Entrückt im eigenen Chaos

Der Rückweg aus dem Stade de France verlief reibungslos - und doch bekam ich ein Gefühl, was es heißt, wenn eine Stadt, ein ganzes Land, eiskalt erwischt wird. Polizisten in Kampfanzügen standen vor dem Stadion herum, doch sie wirkten weder kundig noch in Alarmbereitschaft. Als ich sie fragte, wie ich sicher ins Zentrum gelangen könne, zuckten sie nur mit den Schultern. Am Ende nahm ich die S-Bahn, auch wenn es verrückt war, aber eine andere Lösung gab es nicht, um endlich den öffentlichen Raum zu verlassen. Es war dann eine ruhige Fahrt, nur eine Station. Die Straßen blieben weniger bevölkert als sonst um diese Zeit. Nur jene versammelten sich noch dort, die auf dem Heimweg waren wie ich.
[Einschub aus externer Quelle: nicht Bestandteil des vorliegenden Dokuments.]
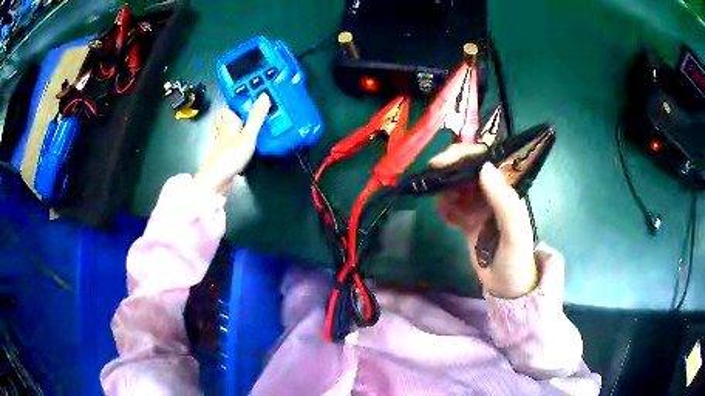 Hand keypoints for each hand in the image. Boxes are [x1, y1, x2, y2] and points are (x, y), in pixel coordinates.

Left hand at [195, 94, 270, 195]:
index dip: (248, 93)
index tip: (263, 86)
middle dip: (249, 107)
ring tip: (267, 117)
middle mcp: (227, 126)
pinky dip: (249, 134)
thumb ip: (257, 117)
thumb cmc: (229, 157)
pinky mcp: (230, 149)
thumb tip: (265, 95)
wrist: (216, 182)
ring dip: (250, 121)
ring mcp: (228, 139)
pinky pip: (241, 136)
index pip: (236, 100)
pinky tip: (259, 136)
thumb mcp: (247, 136)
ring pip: (239, 124)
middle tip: (268, 103)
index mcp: (229, 119)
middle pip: (237, 112)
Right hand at [430, 143, 536, 298]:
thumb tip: (484, 167)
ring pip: (458, 187)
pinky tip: (442, 215)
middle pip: (469, 170)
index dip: (464, 155)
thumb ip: (504, 201)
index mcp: (507, 190)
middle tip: (430, 176)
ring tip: (435, 199)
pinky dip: (445, 207)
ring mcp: (480, 208)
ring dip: (445, 188)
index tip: (441, 162)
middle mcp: (493, 194)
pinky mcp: (469, 222)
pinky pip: (454, 207)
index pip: (486, 161)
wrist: (508, 289)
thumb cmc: (516, 260)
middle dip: (449, 168)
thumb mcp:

Oder wenig zu verlieren haben. Immerhin, die lähmende Panik, sie war jetzt weg.  Und doch wirkten die Franzosen merkwürdig entrückt im eigenen Chaos. Ich blickte in Gesichter, die seltsam teilnahmslos umherschauten. Keine Eile, kein Stress. Als sei all dies – normal.Das Spiel. Es beginnt pünktlich und schleppt sich schließlich gemächlich dahin. Zäh. Novemberfußball. Es passiert nicht viel, bis zu jener 33. Minute, als eine mächtige Detonation hinter der Gegengerade selbst die Pressetribüne für einen kurzen Moment erzittern lässt. Zu laut für einen Böller. Der erste Anschlag, wie ich irgendwann in der zweiten Halbzeit erfahre, doch noch verflüchtigt sich mein Unwohlsein nach wenigen Sekunden wieder. Es sind 70.000 Franzosen, die mir meine Sorge nehmen. Keine Unruhe im Publikum. Kein Murren. Stattdessen wilder Jubel, als in der 45. Minute doch das 1:0 fällt.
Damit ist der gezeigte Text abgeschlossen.